Ey insan ve cinlerden katılanlar! Esselâmun Aleyküm Ve Rahmetullahi Ve Berekatuhu. Hoşgeldiniz, cennet bahçelerine hoşgeldiniz. Bu mukaddes Peygamberimizin müjdesidir, cennet bahçeleri, cennet bahçeleri.

Ey insanlar! Cennet bahçelerinde oturmak isterseniz insanların çoğu nerede olduğuna bakın. Cennete giden yolu öğrenmek için Peygamberlerin (s.a.v)’ın mukaddes sözlerini ve Cenâb-ı Hakkın gönderdiği ilahi kitapların ilahi sözlerini dinleyen bir el dolusu insanlar bile olsa. Evet, cennete inanıyoruz, cehenneme inanıyoruz, hafazanallah. Cenneti istiyoruz ve cehennemden, ateşten korkuyoruz.

(Burûc:12) إِنَّ بَطۡشَ رَبِّكَ لَشَدِيدٌ

<>

Ey Rabbimiz! Bizi affeyle ve ateşe düşmeyelim diye bize rahmet okyanuslarından ikram eyle. Ateşe düşmeyelim, bu kolay değildir. Ve peygamberler şaka yapmadılar, hayır. Onlar hakikatleri konuştular. Peygamberlere ikram edilen özelliklerden birisi, doğruları konuşmak, hakkı konuşmak ve herşeyi doğru şekilde yapmak. Doğru yol göklerin ilahi emirlerine uygundur.

Ey insanlar! Uygun olmak için herşeyi yapmalısınız. İlahi emirlere uygun olan herşeyi yapmalısınız. Merhaban! Esselâmun Aleyküm, Selefi ulemaları. Bismillahirrahmanirrahiym diyoruz. Bakın, dinleyin ve anlamaya çalışın çünkü anladığınızı ve bildiğinizi iddia ediyorsunuz. İlahi kitapların buyurduğuna bakın. İlahi kitaplar insanların herşeyi ilahi emirlere göre yapmaları gerektiğini söyler. Onun için insanları çağırıp ilkönce onlara, “Ey insanlar! Gelin. Siz çalışıyor, pekçok şeyler yapıyorsunuz ama yaptığınızın ilahi emirlere, ilahi ölçülere uygun mudur yoksa herşeyi kendi istediğiniz gibi mi yapıyorsunuz diye dikkatle bakıyor musunuz?" Hayır, hayır. İnananlardan kimse birşeyi nefsanî isteklerinden yapmaz, bu haramdır. Benim bu yaptığım iş ilahi emirlere, ölçülere uygun mu diye sorup öğrenmeye çalışmalısınız. Evet, ey insanlar, ilahi ölçülere uygun olmazsa bir adım bile atamazsınız. Evet, ilahi ölçüler, Allah’ın şeriatı insanlara nasıl adımlarını atacaklarını öğretir, yanlış adım atamazsınız!

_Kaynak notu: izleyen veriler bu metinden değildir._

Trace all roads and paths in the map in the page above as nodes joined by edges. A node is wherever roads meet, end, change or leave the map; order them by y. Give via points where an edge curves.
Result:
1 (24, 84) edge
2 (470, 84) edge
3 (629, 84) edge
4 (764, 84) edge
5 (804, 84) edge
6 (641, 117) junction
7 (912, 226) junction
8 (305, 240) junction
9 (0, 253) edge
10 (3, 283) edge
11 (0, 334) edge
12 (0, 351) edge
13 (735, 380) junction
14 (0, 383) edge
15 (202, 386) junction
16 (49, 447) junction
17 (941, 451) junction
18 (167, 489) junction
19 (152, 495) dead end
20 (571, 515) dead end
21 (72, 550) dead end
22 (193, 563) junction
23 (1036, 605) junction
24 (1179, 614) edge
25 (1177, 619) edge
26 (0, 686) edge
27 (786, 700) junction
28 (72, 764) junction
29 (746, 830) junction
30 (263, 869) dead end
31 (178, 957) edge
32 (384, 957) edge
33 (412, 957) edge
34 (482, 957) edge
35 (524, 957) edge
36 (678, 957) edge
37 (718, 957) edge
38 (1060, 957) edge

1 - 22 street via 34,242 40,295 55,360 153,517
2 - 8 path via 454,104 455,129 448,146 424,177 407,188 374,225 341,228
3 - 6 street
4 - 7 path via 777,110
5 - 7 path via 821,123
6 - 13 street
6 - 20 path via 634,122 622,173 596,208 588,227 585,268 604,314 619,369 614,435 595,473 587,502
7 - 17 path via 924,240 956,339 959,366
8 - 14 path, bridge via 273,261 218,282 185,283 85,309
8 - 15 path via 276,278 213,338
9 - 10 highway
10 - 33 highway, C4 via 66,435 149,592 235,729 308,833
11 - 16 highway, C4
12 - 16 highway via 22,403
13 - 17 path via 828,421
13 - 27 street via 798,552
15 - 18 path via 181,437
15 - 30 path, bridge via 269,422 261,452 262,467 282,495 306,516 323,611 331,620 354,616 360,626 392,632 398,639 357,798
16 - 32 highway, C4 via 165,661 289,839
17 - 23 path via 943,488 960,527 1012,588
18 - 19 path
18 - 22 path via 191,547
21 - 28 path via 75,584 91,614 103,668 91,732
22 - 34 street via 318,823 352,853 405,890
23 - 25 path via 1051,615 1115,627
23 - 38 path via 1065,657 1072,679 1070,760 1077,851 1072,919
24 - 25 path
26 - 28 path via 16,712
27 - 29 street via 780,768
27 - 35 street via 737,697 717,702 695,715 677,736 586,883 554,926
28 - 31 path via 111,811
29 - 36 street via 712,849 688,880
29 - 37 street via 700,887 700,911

Selefi ulemaları! Bakın ve “Adımlarınız, bütün işleriniz yanlıştır” diye insanlara söyleyin. Bu bilmemiz gereken mühim noktadır; Rabbimizin kulları için doğru adımlar nedir diye. Misal olarak, bir kralın hizmetçisi girişten giremez, ona kapalı olur. Ve açılır ve sultan orada oturur. Kralın veya sultanın hiçbir hizmetçisinin o noktaya ulaşmadan önce orada yürüdüğünü göremezsiniz. Açılırsa ve sultana doğru yürümek isterse, bir edep üzerine olmalı. Hizmetçilerin bir usulü vardır. Nasıl? Kul muyuz değil miyiz? Söyleyin, söyleyin Selefi ulamları! Bu konu üstüne konuşuyor musunuz? Kulluk için sorumlu olanların her anı ilahi usule, ilahi edebe uygun olmalıdır.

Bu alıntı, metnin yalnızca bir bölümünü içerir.